— Instructions for the task —
With the pictures left out, restate every entry word for word.

— Stored data —
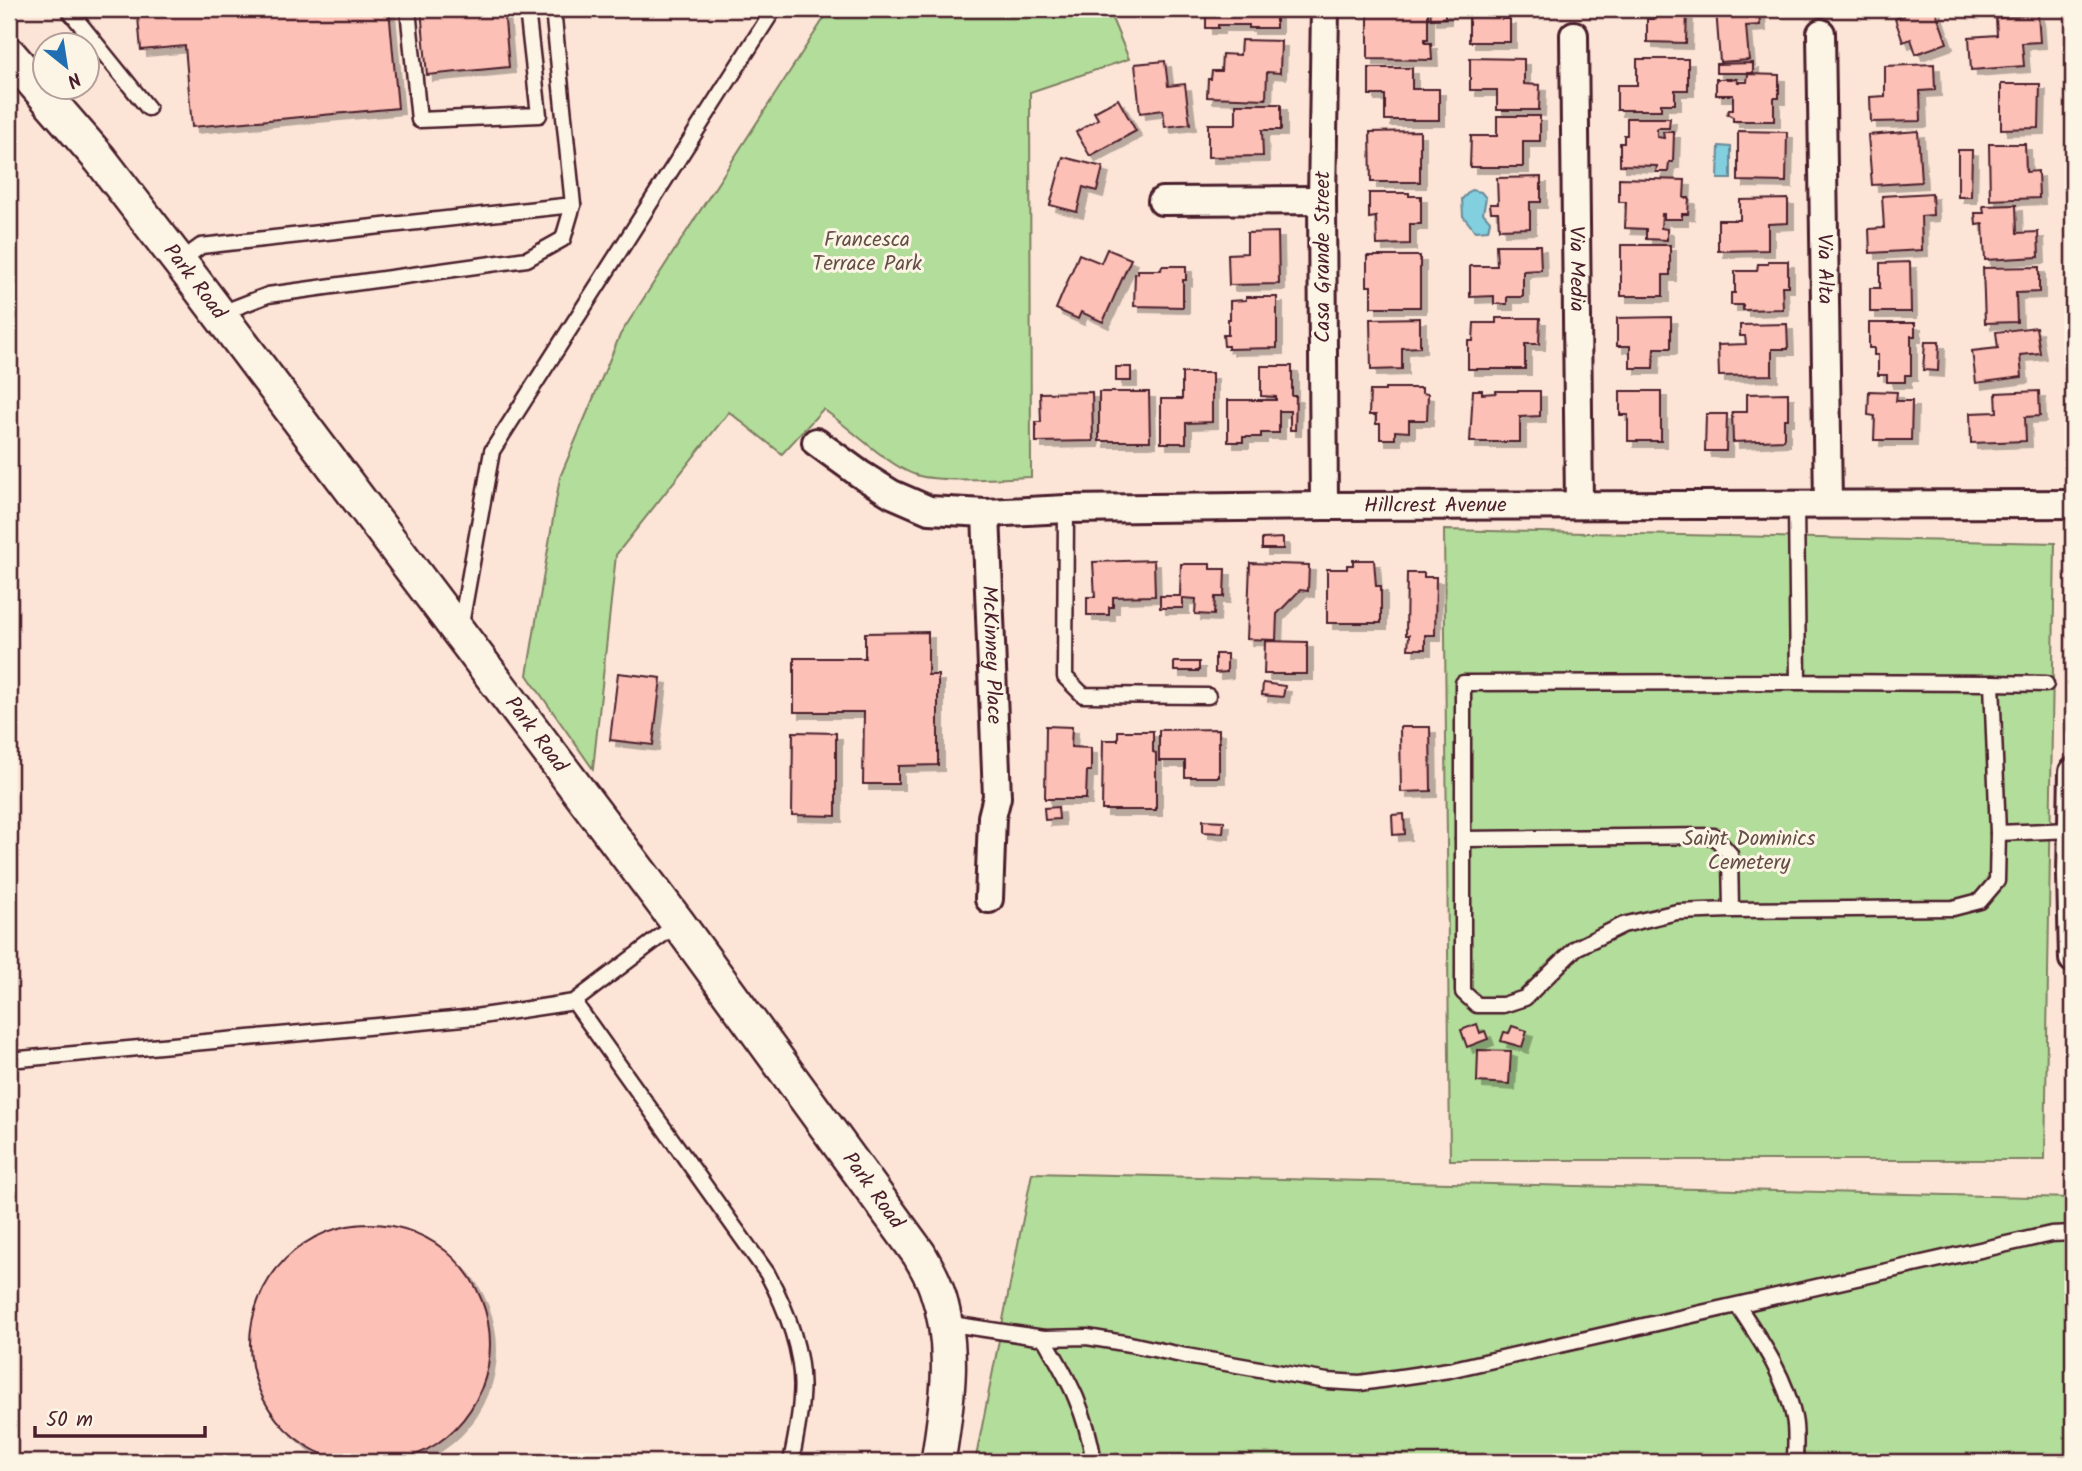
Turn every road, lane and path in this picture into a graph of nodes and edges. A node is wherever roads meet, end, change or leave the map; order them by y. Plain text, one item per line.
1 (68, 9) edge
2 (408, 9) edge
3 (527, 9) edge
4 (553, 9) edge
5 (774, 9) edge
6 (1325, 9) edge
7 (1821, 33) dead end
8 (1574, 36) dead end
9 (9, 54) edge
10 (148, 108) dead end
11 (1322, 200) junction
12 (1162, 201) dead end
13 (573, 205) junction
14 (179, 261) junction
15 (219, 314) junction
16 (816, 442) dead end
17 (1828, 503) junction
18 (1796, 504) junction
19 (2073, 504) edge
20 (1579, 505) junction
21 (1324, 506) junction
22 (1066, 509) junction
23 (986, 513) junction
24 (459, 634) junction
25 (1798, 682) junction
26 (1992, 683) junction
27 (2046, 684) dead end
28 (1208, 696) dead end
29 (2073, 772) edge
30 (2071, 830) junction
31 (1998, 833) junction
32 (1463, 839) junction
33 (989, 899) dead end
34 (1731, 910) junction
35 (678, 923) junction
36 (2073, 959) edge
37 (573, 1002) junction
38 (9, 1060) edge
39 (2073, 1233) edge
40 (1738, 1306) junction
41 (945, 1324) junction
42 (1044, 1338) junction
43 (791, 1462) edge
44 (938, 1462) edge
45 (1094, 1462) edge
46 (1795, 1462) edge

1 - 10 lane
2 - 3 lane
4 - 13 lane
5 - 24 lane
6 - 11 street, Casa Grande Street
7 - 17 street, Via Alta
8 - 20 street, Via Media
9 - 14 street, Park Road
11 - 12 street
11 - 21 street, Casa Grande Street
13 - 14 lane
13 - 15 lane
14 - 15 street, Park Road
15 - 24 street, Park Road
16 - 23 street, Hillcrest Avenue
17 - 18 street, Hillcrest Avenue
17 - 19 street, Hillcrest Avenue
18 - 20 street, Hillcrest Avenue
18 - 25 lane
20 - 21 street, Hillcrest Avenue
21 - 22 street, Hillcrest Avenue
22 - 23 street, Hillcrest Avenue
22 - 28 lane
23 - 33 street, McKinney Place
24 - 35 street, Park Road
25 - 26 lane
25 - 32 lane
26 - 27 lane
26 - 31 lane
29 - 30 street
30 - 31 lane
30 - 36 street
31 - 34 lane
32 - 34 lane
32 - 34 lane
35 - 37 lane
35 - 41 street, Park Road
37 - 38 lane
37 - 43 lane
39 - 40 lane
40 - 42 lane
40 - 46 lane
41 - 42 lane
41 - 44 street, Park Road
42 - 45 lane

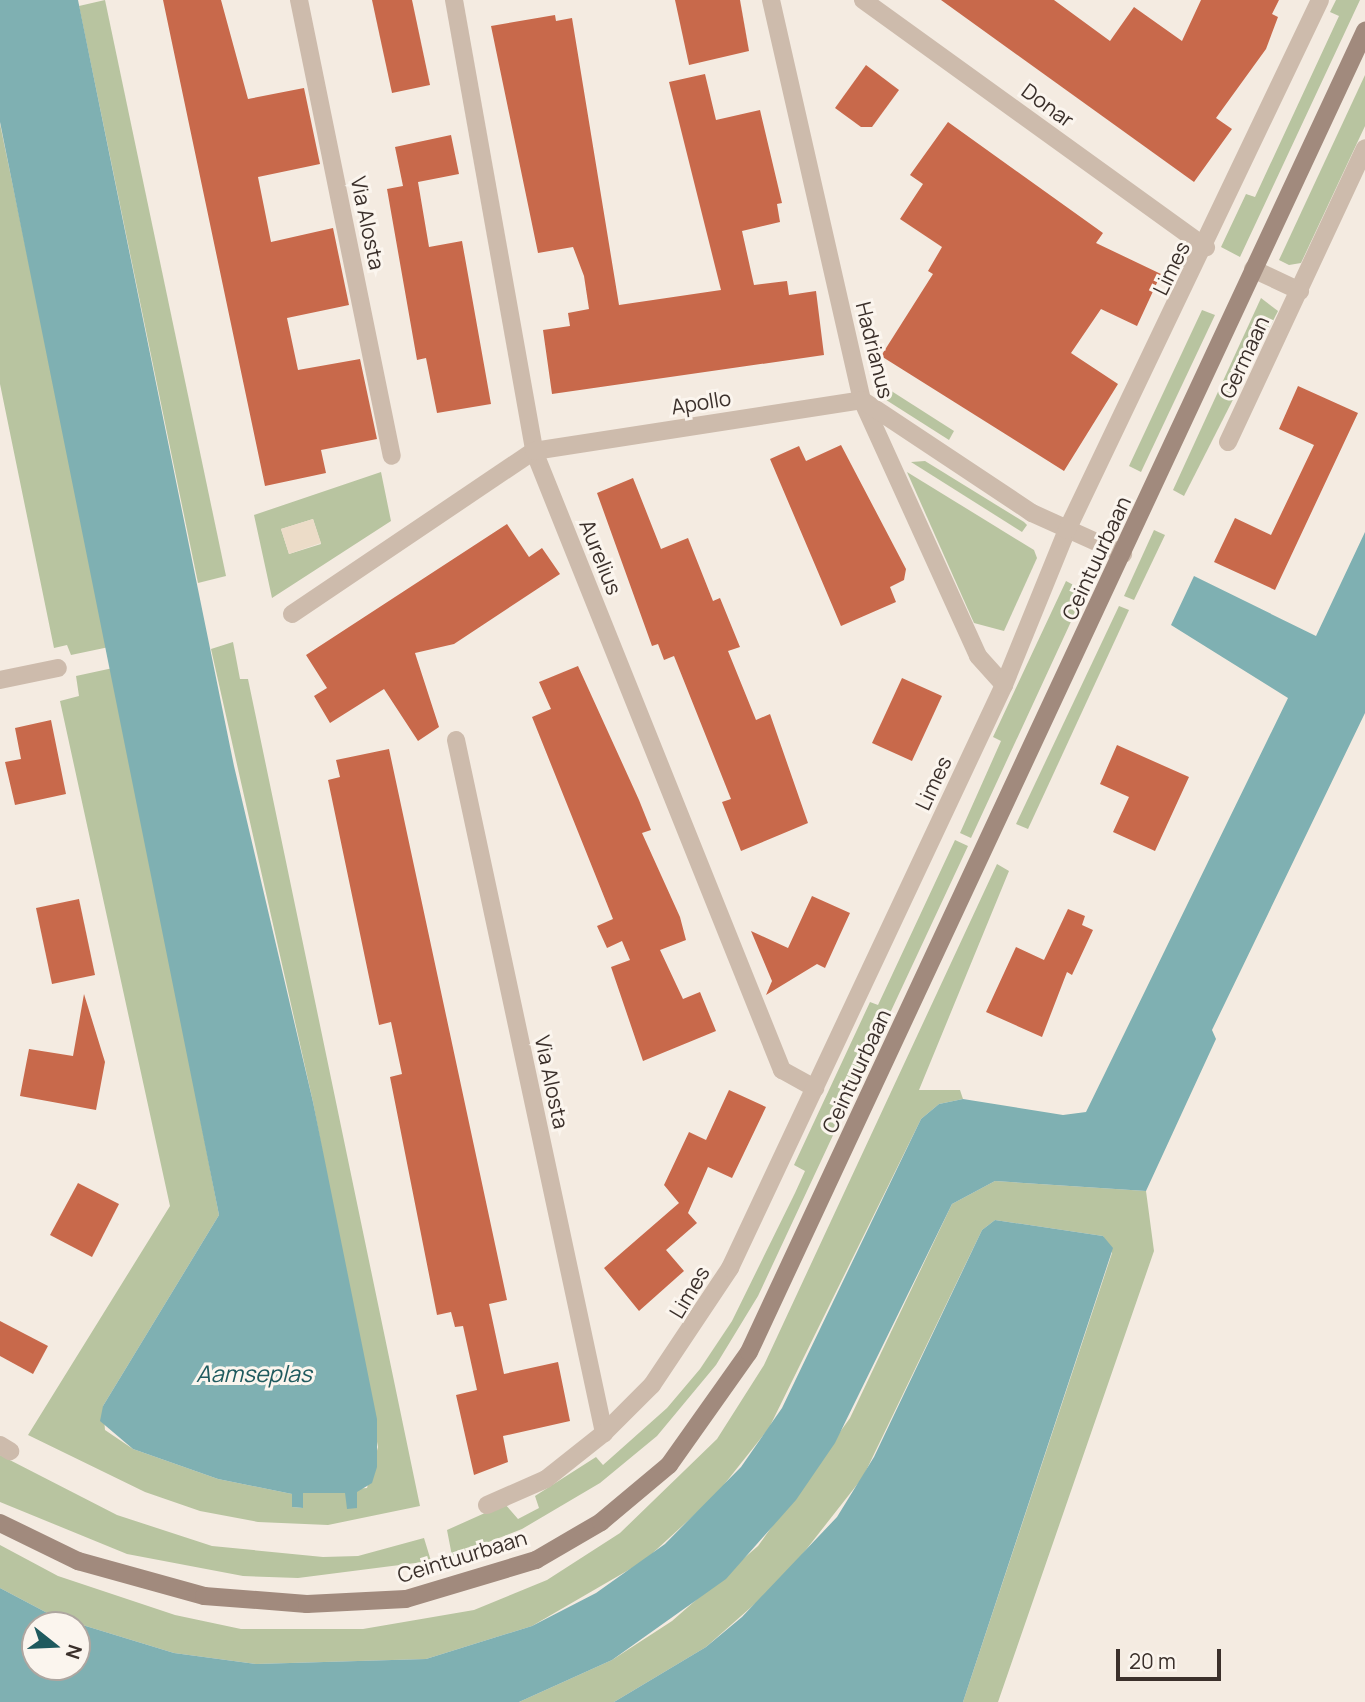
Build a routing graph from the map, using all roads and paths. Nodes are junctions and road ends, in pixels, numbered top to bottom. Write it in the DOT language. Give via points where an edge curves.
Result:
graph roads {
  1 [pos="299,0"];
  2 [pos="454,0"];
  3 [pos="771,0"];
  4 [pos="863,0"];
  5 [pos="1320,0"];
  6 [pos="1365,31"];
  7 [pos="1365,148"];
  8 [pos="1206,247"];
  9 [pos="1253,269"];
  10 [pos="1300,290"];
  11 [pos="862,400"];
  12 [pos="1228,442"];
  13 [pos="534,451"];
  14 [pos="393,456"];
  15 [pos="1067,530"];
  16 [pos="1123,554"];
  17 [pos="292,614"];
  18 [pos="58,668"];
  19 [pos="0,680"];
  20 [pos="1004,685"];
  21 [pos="456,740"];
  22 [pos="815,1088"];
  23 [pos="604,1433"];
  24 [pos="486,1505"];
  25 [pos="0,1523"];
  1 -- 14 [label="street, Via Alosta"];
  2 -- 13 [label="street, Aurelius"];
  3 -- 11 [label="street, Hadrianus"];
  4 -- 8 [label="street, Donar"];
  5 -- 8 [label="street, Limes"];
  6 -- 9 [label="street, Ceintuurbaan"];
  7 -- 10 [label="street, Germaan"];
  8 -- 15 [label="street, Limes"];
  9 -- 10 [label="street"];
  9 -- 16 [label="street, Ceintuurbaan"];
  10 -- 12 [label="street, Germaan"];
  11 -- 13 [label="street, Apollo"];
  11 -- 15 [label="street"];
  11 -- 20 [label="street, Hadrianus" via="978,656"];
  13 -- 17 [label="street, Apollo"];
  13 -- 22 [label="street, Aurelius" via="782,1070"];
  15 -- 16 [label="street"];
  15 -- 20 [label="street, Limes"];
  16 -- 25 [label="street, Ceintuurbaan" via="749,1352 669,1465 601,1522 536,1560 406,1599 307,1604 204,1596 79,1561"];
  18 -- 19 [label="street"];
  20 -- 22 [label="street, Limes"];
  21 -- 23 [label="street, Via Alosta"];
  22 -- 23 [label="street, Limes" via="730,1268 692,1332"];
  23 -- 24 [label="street, Limes" via="546,1479"];
}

— Written response —
Turn every road, lane and path in this picture into a graph of nodes and edges. A node is wherever roads meet, end, change or leave the map; order them by y. Plain text, one item per line.
1 (68, 9) edge
2 (408, 9) edge
3 (527, 9) edge
4 (553, 9) edge
5 (774, 9) edge
6 (1325, 9) edge
7 (1821, 33) dead end
8 (1574, 36) dead end
9 (9, 54) edge
10 (148, 108) dead end
11 (1322, 200) junction
12 (1162, 201) dead end
13 (573, 205) junction
14 (179, 261) junction
15 (219, 314) junction
16 (816, 442) dead end
17 (1828, 503) junction
18 (1796, 504) junction
19 (2073, 504) edge
20 (1579, 505) junction
21 (1324, 506) junction
22 (1066, 509) junction
23 (986, 513) junction
24 (459, 634) junction
25 (1798, 682) junction
26 (1992, 683) junction
27 (2046, 684) dead end
28 (1208, 696) dead end
29 (2073, 772) edge
30 (2071, 830) junction
31 (1998, 833) junction
32 (1463, 839) junction
33 (989, 899) dead end
34 (1731, 910) junction
35 (678, 923) junction
36 (2073, 959) edge
37 (573, 1002) junction
38 (9, 1060) edge
39 (2073, 1233) edge
40 (1738, 1306) junction
41 (945, 1324) junction
42 (1044, 1338) junction
43 (791, 1462) edge
44 (938, 1462) edge
45 (1094, 1462) edge
46 (1795, 1462) edge

1 - 10 lane
2 - 3 lane
4 - 13 lane
5 - 24 lane
6 - 11 street, Casa Grande Street
7 - 17 street, Via Alta
8 - 20 street, Via Media
9 - 14 street, Park Road
11 - 12 street
11 - 21 street, Casa Grande Street
13 - 14 lane
13 - 15 lane
14 - 15 street, Park Road
15 - 24 street, Park Road
16 - 23 street, Hillcrest Avenue
17 - 18 street, Hillcrest Avenue
17 - 19 street, Hillcrest Avenue
18 - 20 street, Hillcrest Avenue
18 - 25 lane
20 - 21 street, Hillcrest Avenue
21 - 22 street, Hillcrest Avenue
22 - 23 street, Hillcrest Avenue
22 - 28 lane
23 - 33 street, McKinney Place
24 - 35 street, Park Road
25 - 26 lane
25 - 32 lane
26 - 27 lane
26 - 31 lane
29 - 30 street
30 - 31 lane
30 - 36 street
31 - 34 lane
32 - 34 lane
32 - 34 lane
35 - 37 lane
35 - 41 street, Park Road
37 - 38 lane
37 - 43 lane
39 - 40 lane
40 - 42 lane
40 - 46 lane
41 - 42 lane
41 - 44 street, Park Road
42 - 45 lane

Build a routing graph from the map, using all roads and paths. Nodes are junctions and road ends, in pixels, numbered top to bottom. Write it in the DOT language. Give via points where an edge curves.
Result:
graph roads {
  1 [pos="299,0"];
  2 [pos="454,0"];
  3 [pos="771,0"];
  4 [pos="863,0"];
  5 [pos="1320,0"];
  6 [pos="1365,31"];
  7 [pos="1365,148"];
  8 [pos="1206,247"];
  9 [pos="1253,269"];
  10 [pos="1300,290"];
  11 [pos="862,400"];
  12 [pos="1228,442"];
  13 [pos="534,451"];
  14 [pos="393,456"];
  15 [pos="1067,530"];
  16 [pos="1123,554"];
  17 [pos="292,614"];
  18 [pos="58,668"];
  19 [pos="0,680"];
  20 [pos="1004,685"];
  21 [pos="456,740"];
  22 [pos="815,1088"];
  23 [pos="604,1433"];
  24 [pos="486,1505"];
  25 [pos="0,1523"];
  1 -- 14 [label="street, Via Alosta"];
  2 -- 13 [label="street, Aurelius"];
  3 -- 11 [label="street, Hadrianus"];
  4 -- 8 [label="street, Donar"];
  5 -- 8 [label="street, Limes"];
  6 -- 9 [label="street, Ceintuurbaan"];
  7 -- 10 [label="street, Germaan"];
  8 -- 15 [label="street, Limes"];
  9 -- 10 [label="street"];
  9 -- 16 [label="street, Ceintuurbaan"];
  10 -- 12 [label="street, Germaan"];
  11 -- 13 [label="street, Apollo"];
  11 -- 15 [label="street"];
  11 -- 20 [label="street, Hadrianus" via="978,656"];
  13 -- 17 [label="street, Apollo"];
  13 -- 22 [label="street, Aurelius" via="782,1070"];
  15 -- 16 [label="street"];
  15 -- 20 [label="street, Limes"];
  16 -- 25 [label="street, Ceintuurbaan" via="749,1352 669,1465 601,1522 536,1560 406,1599 307,1604 204,1596 79,1561"];
  18 -- 19 [label="street"];
  20 -- 22 [label="street, Limes"];
  21 -- 23 [label="street, Via Alosta"];
  22 -- 23 [label="street, Limes" via="730,1268 692,1332"];
  23 -- 24 [label="street, Limes" via="546,1479"];
}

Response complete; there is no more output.